> TASK DESCRIPTION
Gather all lines with "function" from the records.

_ _ _ _ _

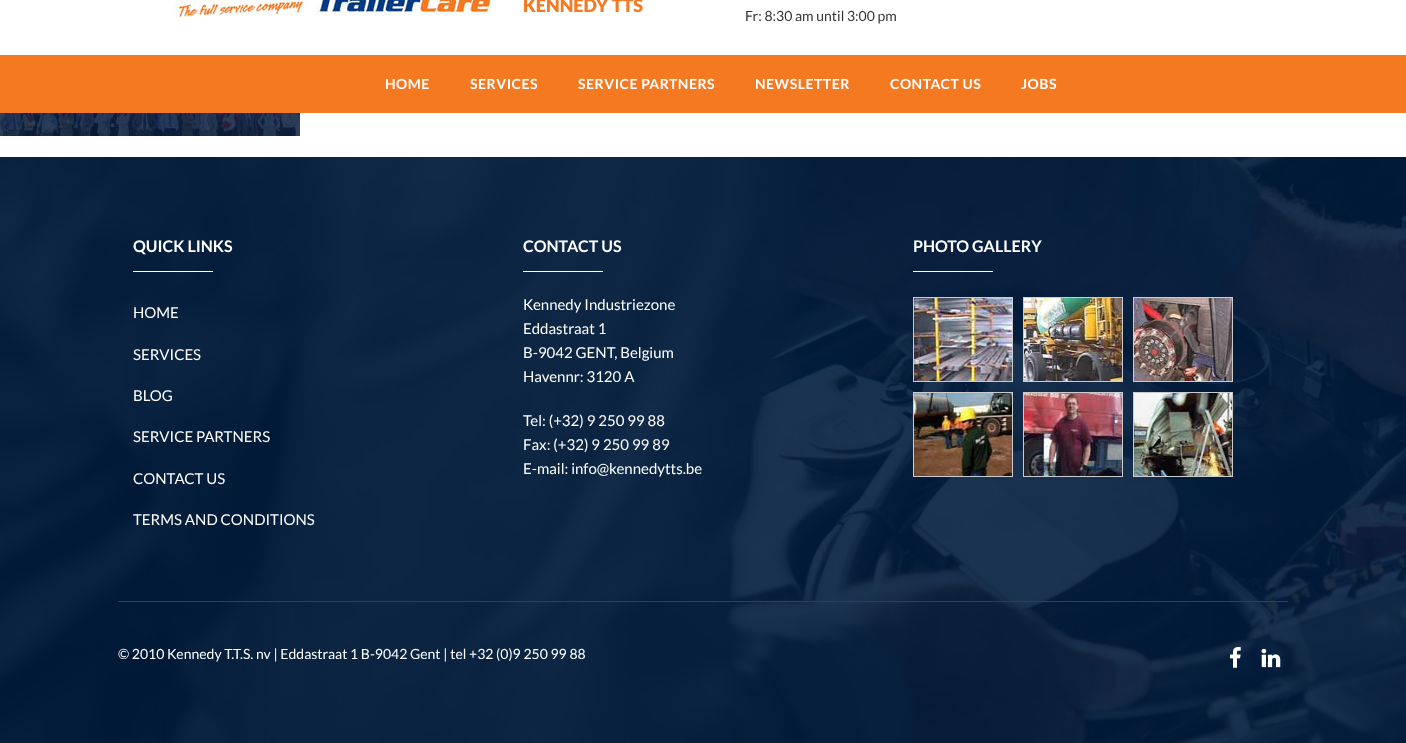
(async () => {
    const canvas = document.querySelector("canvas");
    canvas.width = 1406;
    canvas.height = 743;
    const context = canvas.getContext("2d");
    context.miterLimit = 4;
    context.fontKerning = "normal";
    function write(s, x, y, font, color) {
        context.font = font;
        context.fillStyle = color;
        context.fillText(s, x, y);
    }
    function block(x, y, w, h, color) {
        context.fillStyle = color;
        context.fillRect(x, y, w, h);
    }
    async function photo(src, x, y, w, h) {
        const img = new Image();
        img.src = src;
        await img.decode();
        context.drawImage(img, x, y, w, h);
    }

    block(0, 0, 1406, 743, "rgb(255, 255, 255)");
    await photo("media/1.png", 173, 0, 320, 17);
    write("KENNEDY TTS", 523, 12, "900 18px Lato", "rgb(245, 121, 33)");
    write("Fr: 8:30 am until 3:00 pm", 745, 21, "14px Lato", "rgb(53, 53, 53)");
    block(0, 55, 1406, 58, "rgb(245, 121, 33)");
    context.letterSpacing = "0.5px";
    write("HOME", 385, 89, "bold 14px Lato", "rgb(255, 255, 255)");
    write("SERVICES", 470, 89, "bold 14px Lato", "rgb(255, 255, 255)");
    write("SERVICE PARTNERS", 578, 89, "bold 14px Lato", "rgb(255, 255, 255)");
    write("NEWSLETTER", 755, 89, "bold 14px Lato", "rgb(255, 255, 255)");
    write("CONTACT US", 890, 89, "bold 14px Lato", "rgb(255, 255, 255)");
    write("JOBS", 1021, 89, "bold 14px Lato", "rgb(255, 255, 255)");
    await photo("media/2.png", 0, 113, 300, 23);
    await photo("media/3.png", 0, 157, 1406, 586);
    context.letterSpacing = "0px";
    write("QUICK LINKS", 133, 252, "bold 16px Lato", "rgb(255, 255, 255)");
    block(133, 271, 80, 1, "rgb(255, 255, 255)");
    write("HOME", 133, 318, "15px Lato", "rgb(255, 255, 255)");
    write("SERVICES", 133, 360, "15px Lato", "rgb(255, 255, 255)");
    write("BLOG", 133, 401, "15px Lato", "rgb(255, 255, 255)");
    write("SERVICE PARTNERS", 133, 442, "15px Lato", "rgb(255, 255, 255)");
    write("CONTACT US", 133, 484, "15px Lato", "rgb(255, 255, 255)");
    write("TERMS AND CONDITIONS", 133, 525, "15px Lato", "rgb(255, 255, 255)");
    write("CONTACT US", 523, 252, "bold 16px Lato", "rgb(255, 255, 255)");
    block(523, 271, 80, 1, "rgb(255, 255, 255)");
    write("Kennedy Industriezone", 523, 310, "15px Lato", "rgb(255, 255, 255)");
    write("Eddastraat 1", 523, 334, "15px Lato", "rgb(255, 255, 255)");
    write("B-9042 GENT, Belgium", 523, 358, "15px Lato", "rgb(255, 255, 255)");
    write("Havennr: 3120 A", 523, 382, "15px Lato", "rgb(255, 255, 255)");
    write("Tel: (+32) 9 250 99 88", 523, 426, "15px Lato", "rgb(255, 255, 255)");
    write("Fax: (+32) 9 250 99 89", 523, 450, "15px Lato", "rgb(255, 255, 255)");
    write("E-mail: info@kennedytts.be", 523, 474, "15px Lato", "rgb(255, 255, 255)");
    write("PHOTO GALLERY", 913, 252, "bold 16px Lato", "rgb(255, 255, 255)");
    block(913, 271, 80, 1, "rgb(255, 255, 255)");
    context.strokeStyle = "rgb(204, 204, 204)";
    context.strokeRect(913.5, 297.5, 99, 84);
    await photo("media/4.png", 914, 298, 98, 83);
    context.strokeRect(1023.5, 297.5, 99, 84);
    await photo("media/5.png", 1024, 298, 98, 83);
    context.strokeRect(1133.5, 297.5, 99, 84);
    await photo("media/6.png", 1134, 298, 98, 83);
    context.strokeRect(913.5, 392.5, 99, 84);
    await photo("media/7.png", 914, 393, 98, 83);
    context.strokeRect(1023.5, 392.5, 99, 84);
    await photo("media/8.png", 1024, 393, 98, 83);
    context.strokeRect(1133.5, 392.5, 99, 84);
    await photo("media/9.png", 1134, 393, 98, 83);
    block(118, 601, 1170, 1, "rgb(30, 70, 108)");
    write("© 2010 Kennedy T.T.S. nv | Eddastraat 1 B-9042 Gent | tel +32 (0)9 250 99 88", 118, 659, "14px Lato", "rgb(255, 255, 255)");
    await photo("media/10.png", 1230, 647, 11, 21);
    await photo("media/11.png", 1261, 648, 20, 20);
})();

_ _ _ _ _

> SOLUTION FOR THIS EXERCISE
    function write(s, x, y, font, color) {
    function block(x, y, w, h, color) {
    async function photo(src, x, y, w, h) {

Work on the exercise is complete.